What is required =
Filter the entries below down to the lines that hold "graph".

Input =
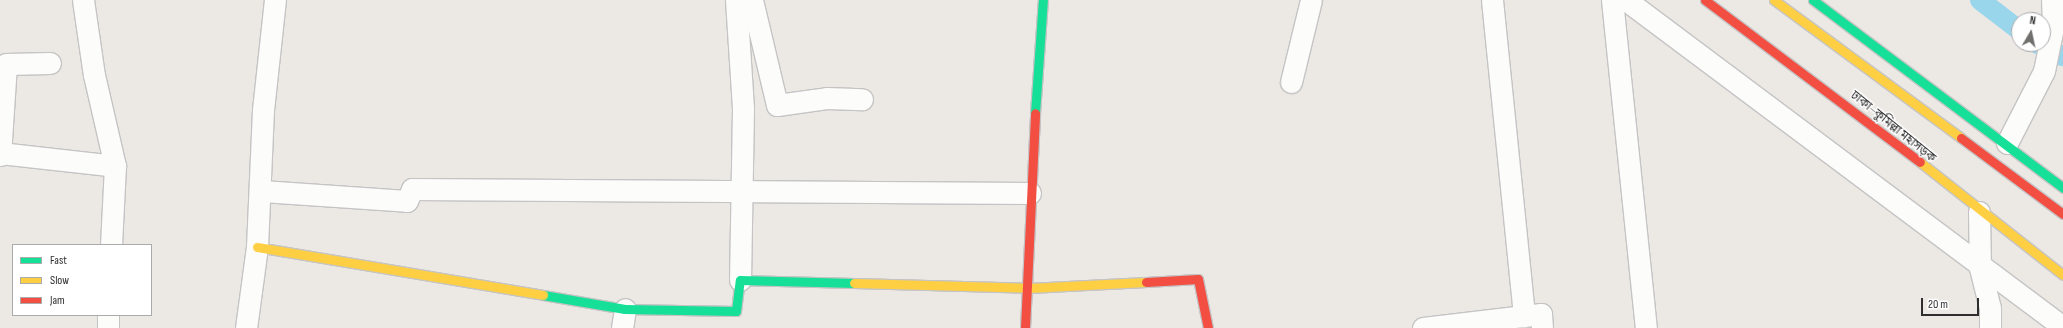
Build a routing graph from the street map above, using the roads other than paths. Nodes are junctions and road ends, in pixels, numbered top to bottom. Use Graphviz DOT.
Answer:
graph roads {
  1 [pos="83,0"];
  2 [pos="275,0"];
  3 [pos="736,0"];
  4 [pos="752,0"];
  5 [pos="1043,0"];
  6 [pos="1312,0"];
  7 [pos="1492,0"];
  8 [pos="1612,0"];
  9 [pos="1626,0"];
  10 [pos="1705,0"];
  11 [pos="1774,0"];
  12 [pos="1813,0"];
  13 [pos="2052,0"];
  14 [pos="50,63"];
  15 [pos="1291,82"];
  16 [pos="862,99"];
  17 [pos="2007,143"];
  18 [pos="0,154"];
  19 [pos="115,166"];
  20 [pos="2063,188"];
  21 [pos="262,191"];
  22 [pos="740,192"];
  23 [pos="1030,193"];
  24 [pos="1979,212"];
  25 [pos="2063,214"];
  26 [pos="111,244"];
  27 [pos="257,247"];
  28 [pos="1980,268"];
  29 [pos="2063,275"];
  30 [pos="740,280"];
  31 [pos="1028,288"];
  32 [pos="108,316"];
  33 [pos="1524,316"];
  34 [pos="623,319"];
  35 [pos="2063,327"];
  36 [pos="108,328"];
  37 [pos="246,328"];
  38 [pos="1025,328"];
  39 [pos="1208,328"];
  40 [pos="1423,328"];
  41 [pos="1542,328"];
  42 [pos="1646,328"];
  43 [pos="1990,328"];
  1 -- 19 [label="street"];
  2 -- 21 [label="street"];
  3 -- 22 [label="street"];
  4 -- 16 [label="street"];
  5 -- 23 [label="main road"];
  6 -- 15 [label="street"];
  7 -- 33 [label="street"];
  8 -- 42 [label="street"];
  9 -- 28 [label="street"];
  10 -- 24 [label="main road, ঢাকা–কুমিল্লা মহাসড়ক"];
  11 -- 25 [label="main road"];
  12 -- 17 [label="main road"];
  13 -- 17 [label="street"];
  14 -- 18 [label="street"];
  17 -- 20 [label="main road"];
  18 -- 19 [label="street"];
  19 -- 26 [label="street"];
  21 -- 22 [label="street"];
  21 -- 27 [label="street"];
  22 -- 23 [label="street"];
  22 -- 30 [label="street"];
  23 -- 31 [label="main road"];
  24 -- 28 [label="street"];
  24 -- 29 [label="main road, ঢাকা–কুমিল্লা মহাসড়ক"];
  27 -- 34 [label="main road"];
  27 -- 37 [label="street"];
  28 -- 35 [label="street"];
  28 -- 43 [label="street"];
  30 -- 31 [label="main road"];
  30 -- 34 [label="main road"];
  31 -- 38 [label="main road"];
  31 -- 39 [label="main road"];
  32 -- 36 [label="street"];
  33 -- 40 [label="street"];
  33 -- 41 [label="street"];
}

Your solution =
Build a routing graph from the street map above, using the roads other than paths. Nodes are junctions and road ends, in pixels, numbered top to bottom. Use Graphviz DOT.
graph roads {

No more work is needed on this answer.